A major reason for the continued increase in unrelated donor transplantation is the steady improvement in transplant outcomes. This is in turn due to several clinical advances such as more precise HLA typing and advances in patient care. Table 1 shows that NMDP transplant outcomes have improved nearly 10% in just four years.

Improved Survival with Unrelated Transplantation
Report Year Period One-Year Survival
2003 1996-2001 42.2%
2006 2000-2004 48.8%
2007 2001-2005 51.5%
Table 1. One-year survival of unrelated transplant recipients at U.S. transplant centers (NMDP analysis).

Recent studies have demonstrated that unrelated donor transplant outcomes are now comparable to related donor transplant outcomes in several patient populations. [1-5]
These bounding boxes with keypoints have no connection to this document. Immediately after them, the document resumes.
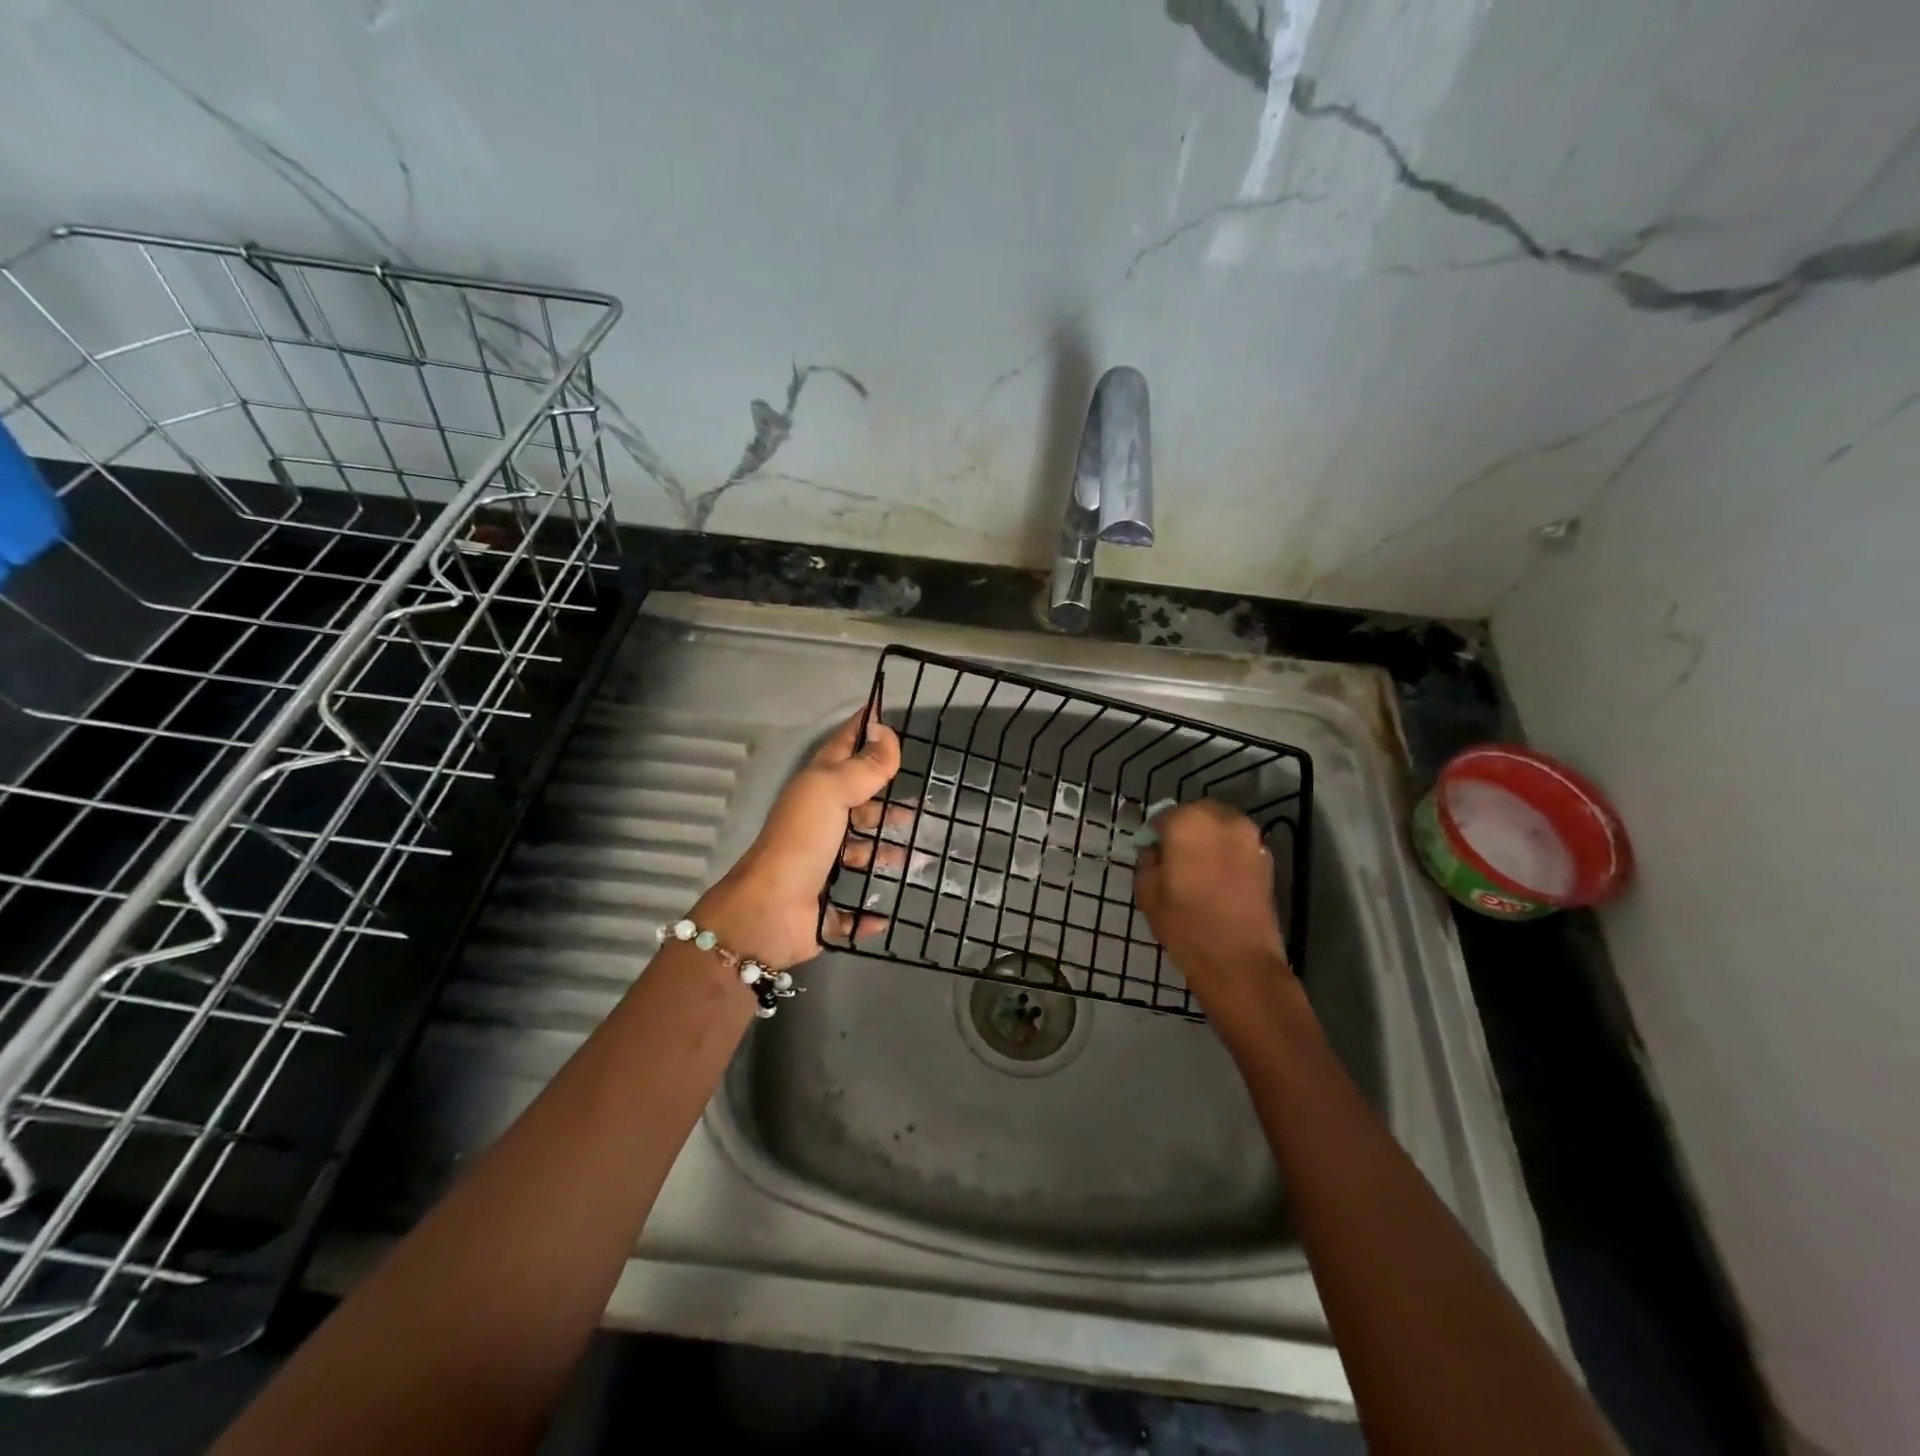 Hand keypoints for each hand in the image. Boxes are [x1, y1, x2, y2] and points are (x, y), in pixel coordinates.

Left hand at [695, 706, 901, 969]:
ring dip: (887, 853)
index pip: (843, 747)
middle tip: (923, 802)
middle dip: (886, 801)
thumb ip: (863, 765)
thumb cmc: (802, 840)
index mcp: (817, 789)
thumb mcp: (832, 791)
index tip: (886, 710)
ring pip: (860, 853)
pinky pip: (855, 908)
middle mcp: (819, 822)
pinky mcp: (826, 905)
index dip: (863, 727)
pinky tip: (889, 910)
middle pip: (857, 803)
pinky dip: (872, 911)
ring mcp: (822, 864)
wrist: (769, 911)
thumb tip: (886, 731)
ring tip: (920, 854)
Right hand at [1134, 800, 1291, 1030]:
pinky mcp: (1266, 860)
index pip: (1163, 816)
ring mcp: (1250, 838)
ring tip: (1197, 870)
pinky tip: (1217, 880)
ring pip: (1220, 827)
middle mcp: (1223, 820)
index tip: (1150, 854)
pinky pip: (1238, 846)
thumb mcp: (1147, 892)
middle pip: (1196, 814)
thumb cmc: (1185, 924)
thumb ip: (1147, 861)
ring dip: (1208, 840)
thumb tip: (1156, 852)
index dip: (1154, 834)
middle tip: (1173, 858)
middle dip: (1184, 829)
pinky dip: (1226, 854)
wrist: (1239, 961)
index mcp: (1189, 822)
In addition, analyses of NMDP transplants from 1987-2006 have shown that survival has consistently, and sometimes dramatically, improved over time in each major disease category. These analyses were published in the September 2008 supplement to Biology of Blood and Marrow Transplantation to mark the NMDP's 20th anniversary. (See Saving Lives through Blood and Marrow Transplantation: 20 years of the NMDP.)

Trends in diseases treated

Several other trends in allogeneic transplantation have emerged during the last decade:
  • An increase in transplants for AML, ALL, MDS, and lymphomas (Fig. 1)
  • A decline in transplants for CML (Fig. 1)
  • An increase in transplants for non-malignant diseases (Fig. 2)
  • Increased use of cord blood and PBSC grafts (Figs. 3-5)
  • Increased use of transplants for patients >50 years (Figs. 6-7)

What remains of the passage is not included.